MPF contesta prescrição e anistia ao pedir responsabilização de ex-agentes da ditadura

O Ministério Público Federal (MPF) rebateu os argumentos que a Justiça Federal adotou para negar, entre outros pedidos, a declaração de responsabilidade de sete ex-agentes da ditadura por atos de violação a direitos humanos. A medida constituiria reconhecimento jurídico de que os réus atuaram para torturar e matar o metalúrgico Manoel Fiel Filho, em 1976, e ocultar as verdadeiras circunstâncias do crime. Em consequência, recairia sobre eles o dever de reparar os danos que a conduta causou à sociedade e as indenizações que o Estado brasileiro já pagou à família da vítima.

Ao apresentar recurso de apelação contra a decisão judicial, o MPF destacou que as ações estatais adotadas até o momento para dar publicidade aos fatos ocorridos na ditadura foram insuficientes para responsabilizar os réus pelas violações cometidas. Iniciativas como a instituição da Comissão Nacional da Verdade não viabilizaram reparações, por exemplo. O MPF frisou ainda que outros pedidos formulados na ação civil pública, também negados na decisão, não são passíveis de prescrição nem de anistia.

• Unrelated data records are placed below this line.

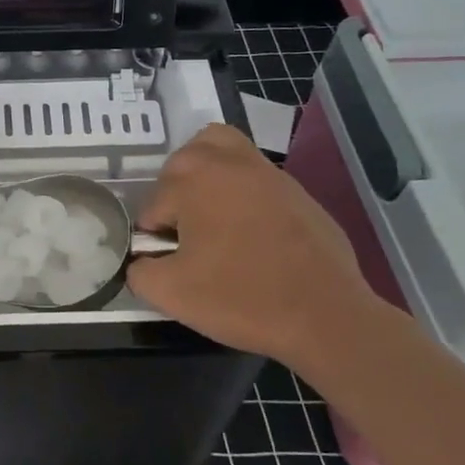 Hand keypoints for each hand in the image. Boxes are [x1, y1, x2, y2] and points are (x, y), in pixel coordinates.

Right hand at [126, 123, 380, 369]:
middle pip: (182, 163)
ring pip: (220, 148)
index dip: (154, 238)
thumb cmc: (240, 298)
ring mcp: (266, 171)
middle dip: (174, 196)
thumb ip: (139, 271)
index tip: (170, 264)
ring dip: (205, 173)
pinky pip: (254, 174)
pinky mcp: (295, 188)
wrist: (325, 315)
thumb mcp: (170, 294)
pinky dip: (241, 188)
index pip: (152, 205)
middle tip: (184, 238)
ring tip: (210, 212)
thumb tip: (141, 262)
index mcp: (192, 180)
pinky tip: (250, 231)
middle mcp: (227, 162) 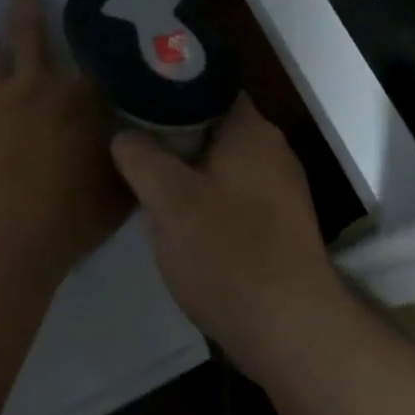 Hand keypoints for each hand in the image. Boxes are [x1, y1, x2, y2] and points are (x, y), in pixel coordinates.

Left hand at [0, 0, 131, 280]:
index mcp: (78, 96)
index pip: (90, 56)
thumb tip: (142, 136)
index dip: (93, 36)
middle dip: (25, 6)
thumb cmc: (74, 213)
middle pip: (29, 32)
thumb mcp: (121, 184)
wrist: (12, 235)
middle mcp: (35, 85)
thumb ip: (132, 154)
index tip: (96, 23)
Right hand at [110, 95, 344, 372]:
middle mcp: (272, 149)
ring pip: (221, 161)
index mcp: (251, 129)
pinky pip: (234, 192)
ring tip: (146, 179)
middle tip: (131, 140)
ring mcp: (280, 188)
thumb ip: (140, 156)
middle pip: (212, 123)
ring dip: (186, 168)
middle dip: (171, 132)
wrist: (290, 330)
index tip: (134, 97)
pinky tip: (180, 219)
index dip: (169, 87)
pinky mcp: (280, 224)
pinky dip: (206, 196)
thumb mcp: (168, 200)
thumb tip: (124, 135)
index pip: (207, 85)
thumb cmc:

Além da declaração de responsabilidade e do ressarcimento aos cofres públicos dos R$ 438,7 mil que os familiares do operário receberam, as medidas requeridas contra os réus incluem o pagamento de indenização por danos morais coletivos, a cassação de aposentadorias e a perda de eventuais funções ou cargos públicos que ocupem. O MPF pede também que a União e o Estado de São Paulo sejam igualmente responsabilizados pela ocultação das causas da morte, declarados omissos por descumprir a obrigação de investigar o caso e condenados a divulgar os fatos relativos ao assassinato do operário.

O MPF pontua que a responsabilização de violadores de direitos humanos e o esclarecimento da verdade sobre os fatos são alguns dos deveres do Estado brasileiro decorrentes da Constituição e de compromissos internacionais assumidos pelo país. Providências como essas são indispensáveis para a prevenção de novos regimes autoritários e o combate à continuidade de atos de violência estatal.

Prescrição e anistia – O assassinato de Manoel Fiel Filho é imprescritível e impassível de anistia, inclusive na esfera cível, uma vez que foi cometido em um contexto de ataque sistemático e generalizado do Estado brasileiro contra a população, o que o caracteriza como crime contra a humanidade. O Superior Tribunal de Justiça (STJ) já reconheceu que não existe prescrição em demandas indenizatórias relacionadas a violações da ditadura. Ao mesmo tempo, a Constituição afasta prazos prescricionais para ações de ressarcimento ao patrimônio público, como é o caso dos pedidos do MPF.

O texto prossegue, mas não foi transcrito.